I set the Pipfile version to 1.0.2, and it works. This old scikit-learn is using a deprecated feature though so it generates warnings. At some point I can update the model file to use a recent version, but I'm not yet sure how to reproduce the classifier.

Use Python 3.10, not 3.8

Since 3.8 is specified in the Pipfile, pipenv install will pause for a while looking for a 3.8 install on the disk. If it is installed or the user tries to install it, running the project does not work because it uses dictionary merging with |, introduced in 3.9. Therefore just setting version to 3.10 matching the other instructions.

Pipfile.lock

Probably worth committing the Pipfile.lock file, for more deterministic installation, also should make it a bit quicker.
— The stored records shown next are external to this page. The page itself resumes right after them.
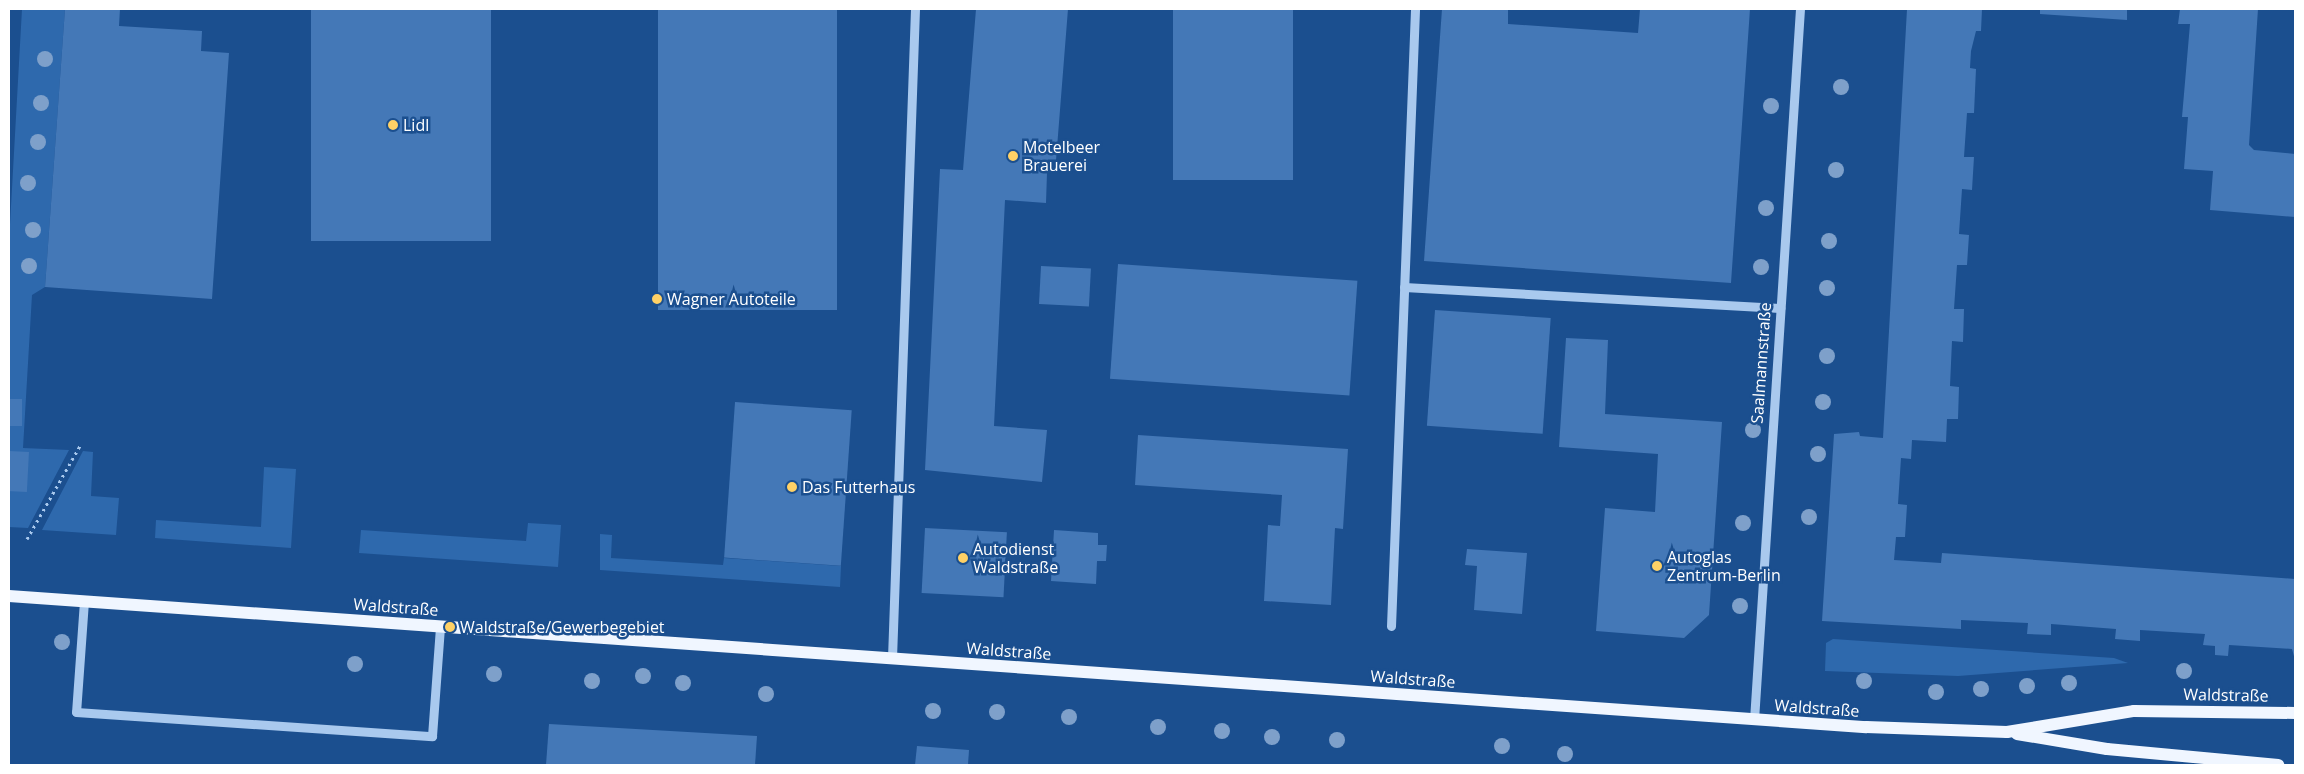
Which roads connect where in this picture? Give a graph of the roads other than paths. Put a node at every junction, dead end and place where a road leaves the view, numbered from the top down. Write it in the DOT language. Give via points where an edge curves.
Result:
graph roads {
  1 [pos="915,9"];
  2 [pos="1415,9"];
  3 [pos="1800,9"];
  4 [pos="1404,287"];
  5 [pos="1780,308"];
  6 [pos="9,596"];
  7 [pos="84,601"];
  8 [pos="440,626"];
  9 [pos="1391,626"];
  10 [pos="892,658"];
  11 [pos="2295,713"];
  12 [pos="1754,720"];
  13 [pos="2007,732"];
  14 [pos="2278,765"];
  1 -- 10 [label="street"];
  2 -- 4 [label="street"];
  3 -- 5 [label="street, Saalmannstraße"];
  4 -- 5 [label="street"];
  4 -- 9 [label="street"];
  5 -- 12 [label="street, Saalmannstraße"];
  6 -- 7 [label="main road, Waldstraße"];
  7 -- 8 [label="main road, Waldstraße"];
  7 -- 8 [label="street" via="76,712 432,736"];
  8 -- 10 [label="main road, Waldstraße"];
  10 -- 12 [label="main road, Waldstraße"];
  11 -- 13 [label="main road, Waldstraße" via="2134,711"];
  12 -- 13 [label="main road, Waldstraße"];
  13 -- 14 [label="main road, Waldstraße" via="2106,749"];
}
It keeps track of the package versions, so users know they are using the same PSplot as the developers. Recommended by the pipenv docs:

Keep both Pipfile and Pipfile.lock in version control.

I can add that change here if others agree. I know the desire is to package PSplot so users don't have to use pipenv at all (#13), but this should help move toward that.